Google Cardboard’s New York Times Experiment Just Hooked a Generation on VR

By Marcus Wohlsen

Yesterday my Facebook feed filled up with pictures of friends’ kids clutching cardboard boxes to their faces. Well, I should say, Cardboard boxes.

That’s because subscribers to The New York Times’ Sunday print edition received a Google Cardboard virtual reality headset, wrapped in the standard-issue blue plastic bag, as part of the Times’ rollout of its own VR content.

Cardboard isn’t much to look at. It’s a bit of corrugated, yes, cardboard and some velcro that you fold to create a slot for your smartphone and a pair of flaps to block your peripheral vision. Inside is the crucial component, the pair of cheap plastic lenses that that transform the flat, doubled-up images on your phone’s screen into the illusion of an immersive 3-D environment.
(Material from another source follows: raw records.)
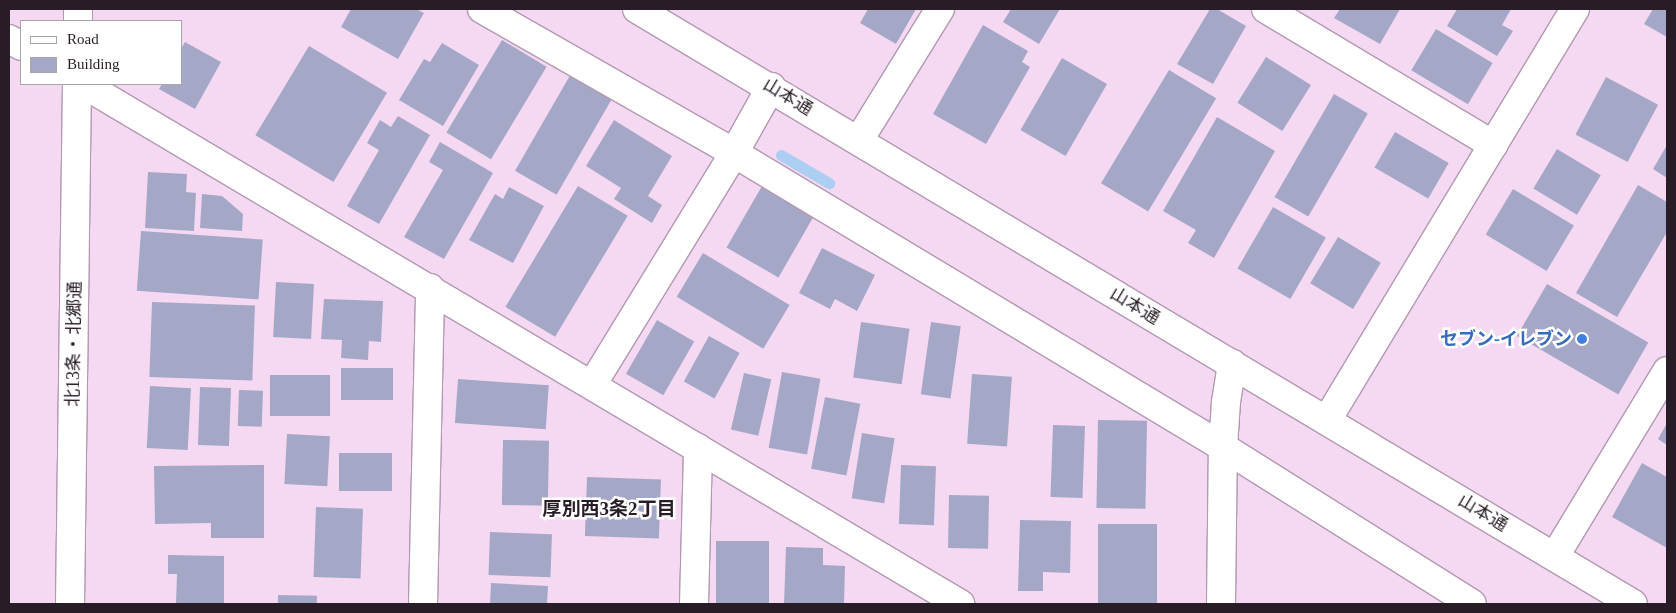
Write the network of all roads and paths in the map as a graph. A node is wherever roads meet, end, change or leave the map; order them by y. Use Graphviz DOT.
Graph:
graph roads {
  1 [pos="482,9"];
  2 [pos="637,9"];
  3 [pos="940,9"];
  4 [pos="1266,9"];
  5 [pos="1575,9"];
  6 [pos="9,39"];
  7 [pos="20,45"];
  8 [pos="77,85"];
  9 [pos="85,85"];
  10 [pos="771,87"];
  11 [pos="859,140"];
  12 [pos="1493,145"];
  13 [pos="734,153"];
  14 [pos="430,288"];
  15 [pos="1232,364"];
  16 [pos="1667,371"];
  17 [pos="592,385"];
  18 [pos="1328,420"];
  19 [pos="1224,442"];
  20 [pos="698,448"];
  21 [pos="1555,556"];
  22 [pos="1465,602"];
  23 [pos="70,604"];
  24 [pos="423,604"];
  25 [pos="694,604"];
  26 [pos="960,604"];
  27 [pos="1221,604"];
  28 [pos="1633,604"];
  1 -- 13 [label="street"];
  2 -- 10 [label="street, 山本通"];
  3 -- 11 [label="street"];
  4 -- 12 [label="street"];
  5 -- 12 [label="street"];
  6 -- 7 [label="street"];
  8 -- 23 [label="street, 北13条・北郷通"];
  9 -- 14 [label="street"];
  10 -- 11 [label="street, 山本通"];
  10 -- 13 [label="street"];
  11 -- 15 [label="street, 山本通"];
  12 -- 18 [label="street"];
  13 -- 17 [label="street"];
  13 -- 19 [label="street"];
  14 -- 17 [label="street"];
  14 -- 24 [label="street"];
  15 -- 18 [label="street, 山本通"];
  15 -- 19 [label="street"];
  16 -- 21 [label="street"];
  17 -- 20 [label="street"];
  18 -- 21 [label="street, 山本通"];
  19 -- 22 [label="street"];
  19 -- 27 [label="street"];
  20 -- 25 [label="street"];
  20 -- 26 [label="street"];
  21 -- 28 [label="street, 山本通"];
}
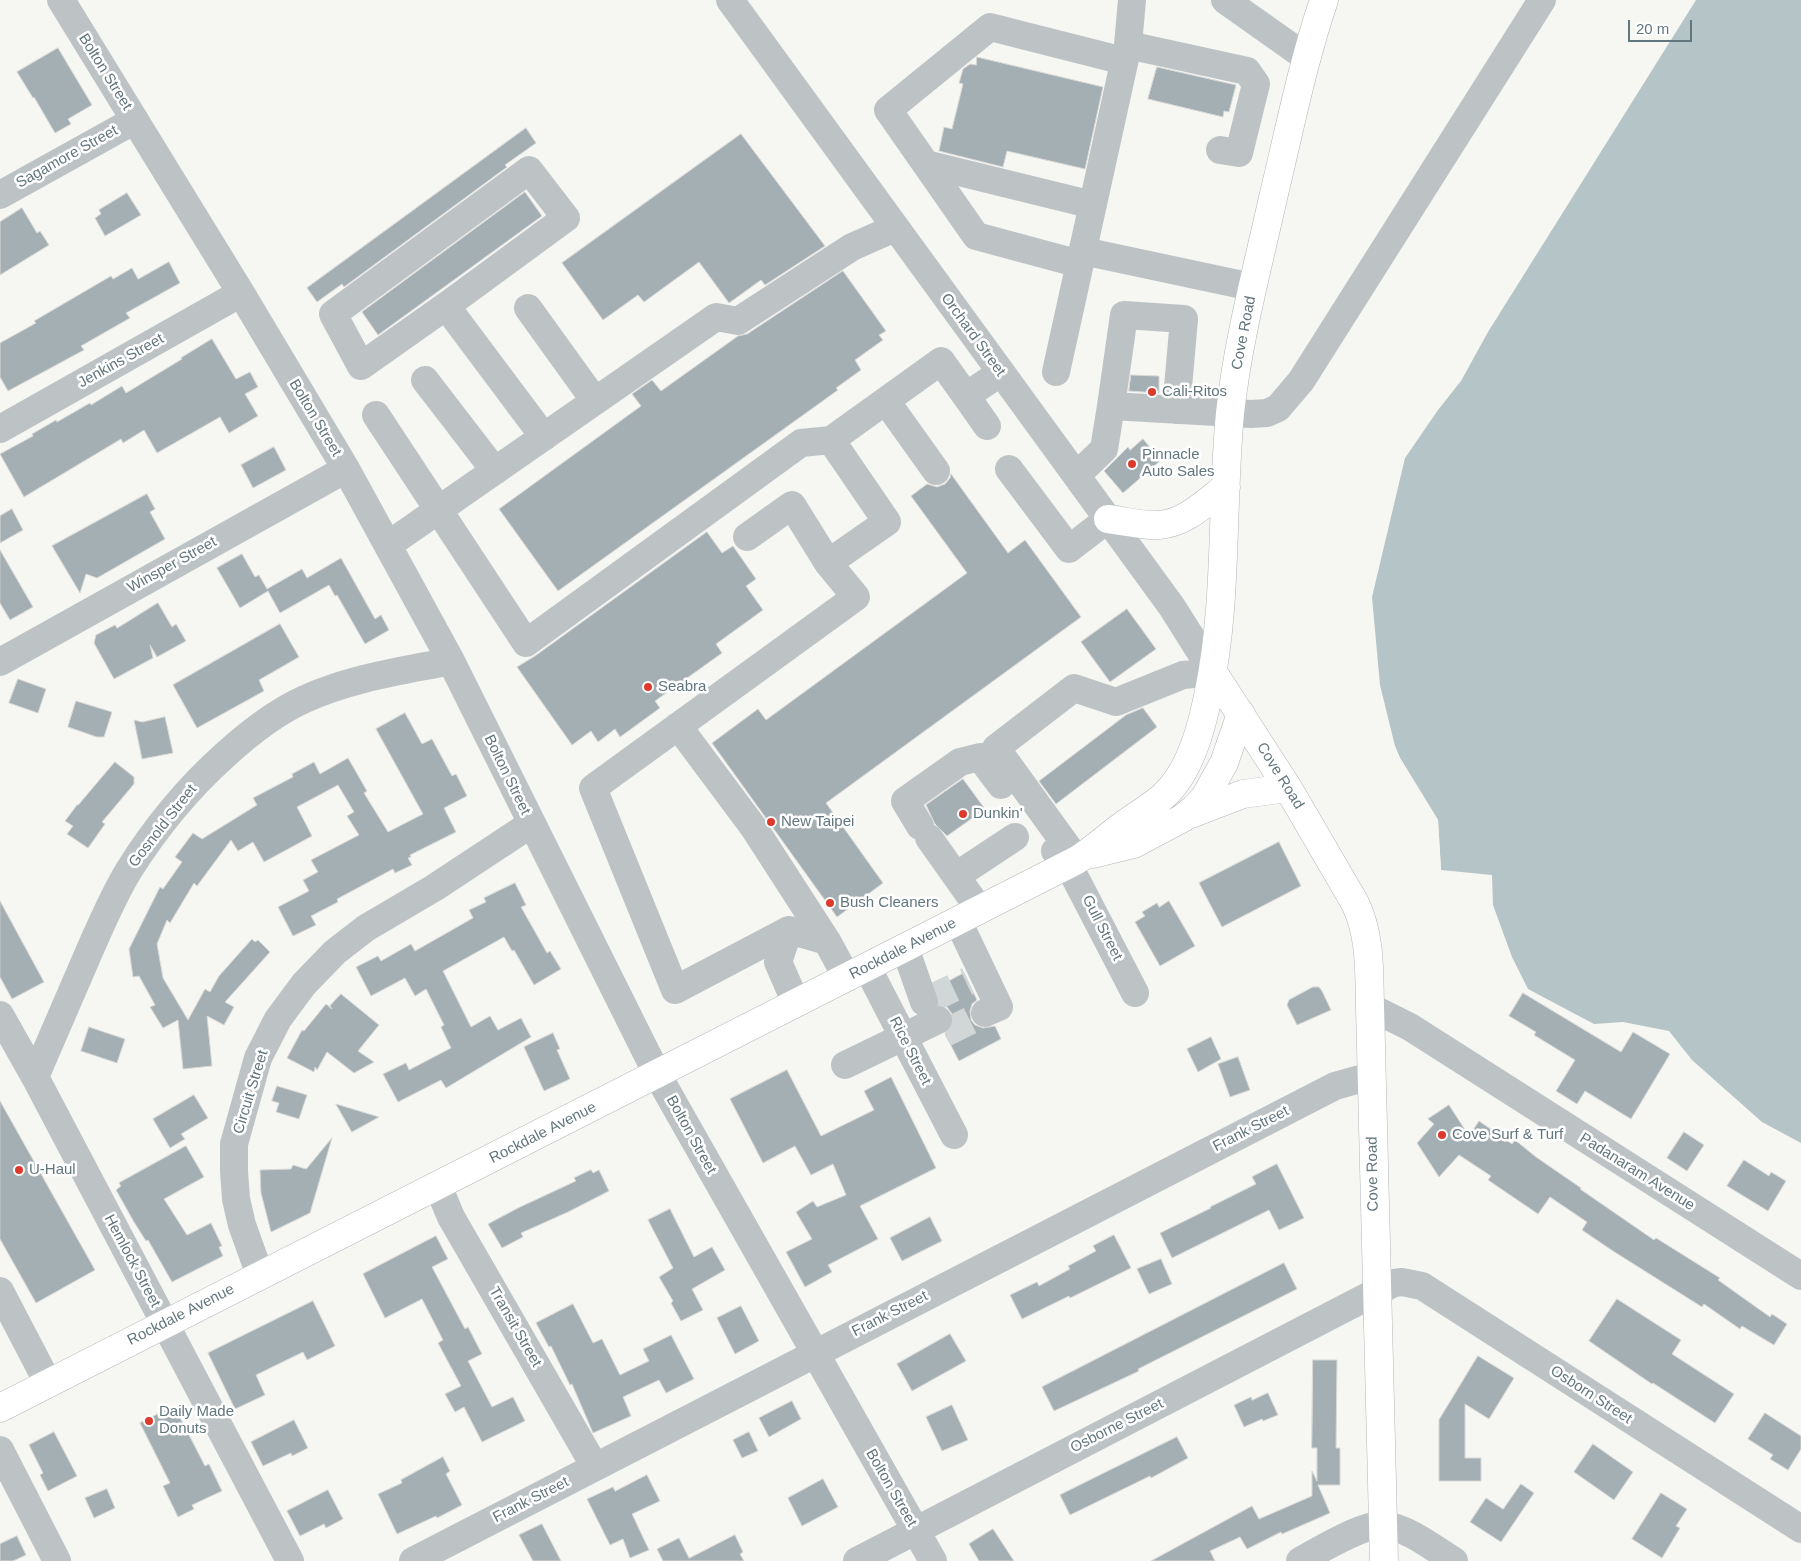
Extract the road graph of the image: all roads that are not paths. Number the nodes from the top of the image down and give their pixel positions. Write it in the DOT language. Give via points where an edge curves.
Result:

But Cardboard’s crudeness is also its genius. It’s cheap enough to be handed out for free; we smartphone users supply the only part that’s expensive. The Times and Google could afford to drop about 1.3 million of them in the newspaper. That’s 1.3 million people who said to themselves yesterday, “Wait, you mean this VR thing is something I can have right here, right now, too?”

Okay, I’m sure that among Times subscribers, several were savvy enough to already have some kind of VR rig on hand and have been probing the virtual depths for a while now. But embarrassing confession time: I’m an editor at WIRED—you know, where we cover the future—and it just hadn’t sunk in that VR was something I could do, too. Yes, a bit of that was brand blindness; Samsung has been pushing its own Gear headset for a while, but no highly visible headset targeting iOS users has emerged yet. In fact, when I asked our Gear team what I could use to watch VR on an iPhone, the response was, “It’s basically just Cardboard.”